Animé d'un tel état d'esprit, et en pleine époque coloniale du Maghreb, on comprendra aisément que le compositeur soit demeuré insensible à la condition des autochtones. Il ne cherche nullement à comprendre les populations locales et ne cultive aucun souci d'ethnomusicologie, se contentant de pratiquer un certain « vampirisme musical » qui vient enrichir son œuvre. Le relevé des emprunts des matériaux musicaux orientalisants fait d'ailleurs l'objet d'un tableau et de commentaires très éclairants. En Algérie, où il séjourne à 19 reprises, l'indigène est pour lui, en accord avec l'opinion commune de son temps, « un être secondaire » et parfois même « une opportunité sexuelle », sur qui il faut déverser généreusement les bienfaits de la civilisation et du modèle culturel français. C'est ce que traduit avec éloquence la Suite algérienne (1880), qui se termine par une Marche militaire française aux accents guerriers et que l'auditeur du XXIe siècle a bien peu l'occasion d'entendre en concert pour des raisons assez évidentes...

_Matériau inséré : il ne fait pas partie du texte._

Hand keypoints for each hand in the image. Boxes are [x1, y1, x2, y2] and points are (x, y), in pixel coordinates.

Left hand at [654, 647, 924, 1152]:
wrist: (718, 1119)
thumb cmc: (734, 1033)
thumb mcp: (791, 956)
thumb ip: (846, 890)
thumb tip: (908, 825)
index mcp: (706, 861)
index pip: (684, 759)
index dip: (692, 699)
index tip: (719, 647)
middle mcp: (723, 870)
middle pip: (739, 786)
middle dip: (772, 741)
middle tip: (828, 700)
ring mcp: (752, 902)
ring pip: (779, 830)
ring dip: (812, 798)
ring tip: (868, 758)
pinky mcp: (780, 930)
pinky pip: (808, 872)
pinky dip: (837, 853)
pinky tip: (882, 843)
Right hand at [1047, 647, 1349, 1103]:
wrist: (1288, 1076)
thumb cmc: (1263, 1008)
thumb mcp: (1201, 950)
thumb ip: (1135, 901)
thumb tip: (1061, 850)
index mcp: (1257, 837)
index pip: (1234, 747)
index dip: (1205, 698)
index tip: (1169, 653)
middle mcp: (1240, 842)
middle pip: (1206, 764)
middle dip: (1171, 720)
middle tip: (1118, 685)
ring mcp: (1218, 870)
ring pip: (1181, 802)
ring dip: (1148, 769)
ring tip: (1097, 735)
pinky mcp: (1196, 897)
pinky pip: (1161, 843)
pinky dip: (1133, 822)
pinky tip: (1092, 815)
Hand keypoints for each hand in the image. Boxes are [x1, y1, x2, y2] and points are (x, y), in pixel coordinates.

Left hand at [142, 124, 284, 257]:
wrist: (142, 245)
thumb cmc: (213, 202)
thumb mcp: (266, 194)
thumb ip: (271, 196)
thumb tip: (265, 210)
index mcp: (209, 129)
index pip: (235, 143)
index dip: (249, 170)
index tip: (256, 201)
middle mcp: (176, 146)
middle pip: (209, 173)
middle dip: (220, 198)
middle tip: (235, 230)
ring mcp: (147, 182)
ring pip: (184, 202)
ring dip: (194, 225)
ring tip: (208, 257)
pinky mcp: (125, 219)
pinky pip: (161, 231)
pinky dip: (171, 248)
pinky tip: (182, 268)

Le quatrième et dernier chapitre, consacré au « double rapport à l'Allemagne », est le plus susceptible de passionner l'amateur d'opéra. Stéphane Leteuré y retrace minutieusement le parcours de Saint-Saëns, « de l'attraction à la répulsion ». Fervent admirateur de Bach, dont il s'emploie à diffuser l'œuvre, il est aussi et surtout un intime de Wagner, dont il fréquente régulièrement le salon parisien (à partir de 1859) et qu'il retrouve notamment à la villa Wahnfried lors des deux premiers Festivals de Bayreuth, en 1876 et 1882. On apprend au passage que Saint-Saëns, dont la guerre franco-prussienne n'altéra en rien la germanophilie, fut un temps pressenti pour la création de L'Or du Rhin (1869) à Munich. C'est après la mort de Wagner que son attitude changea : dans l'introduction de son livre Harmonie et Mélodie (1885), il fait ressortir les points faibles dans l'œuvre du maître de Bayreuth et proclame « je n'ai jamais été, je ne suis pas, je ne serai jamais de la religion wagnérienne. » Dès lors, il s'oppose fermement à l'hégémonie wagnériste, veut faire interdire pendant la guerre toute musique allemande sur le territoire français et livre un combat acharné contre « la nature impérialiste de l'âme allemande ». À partir d'un sujet que l'on pourrait a priori juger un peu éloigné de la musicologie, Stéphane Leteuré réussit à nous convaincre du bien-fondé de sa démarche et enrichit notre connaissance d'un artiste qui aimait bien cultiver le secret sur sa vie privée, ce à quoi ont grandement contribué ses multiples voyages à l'étranger.

L.B.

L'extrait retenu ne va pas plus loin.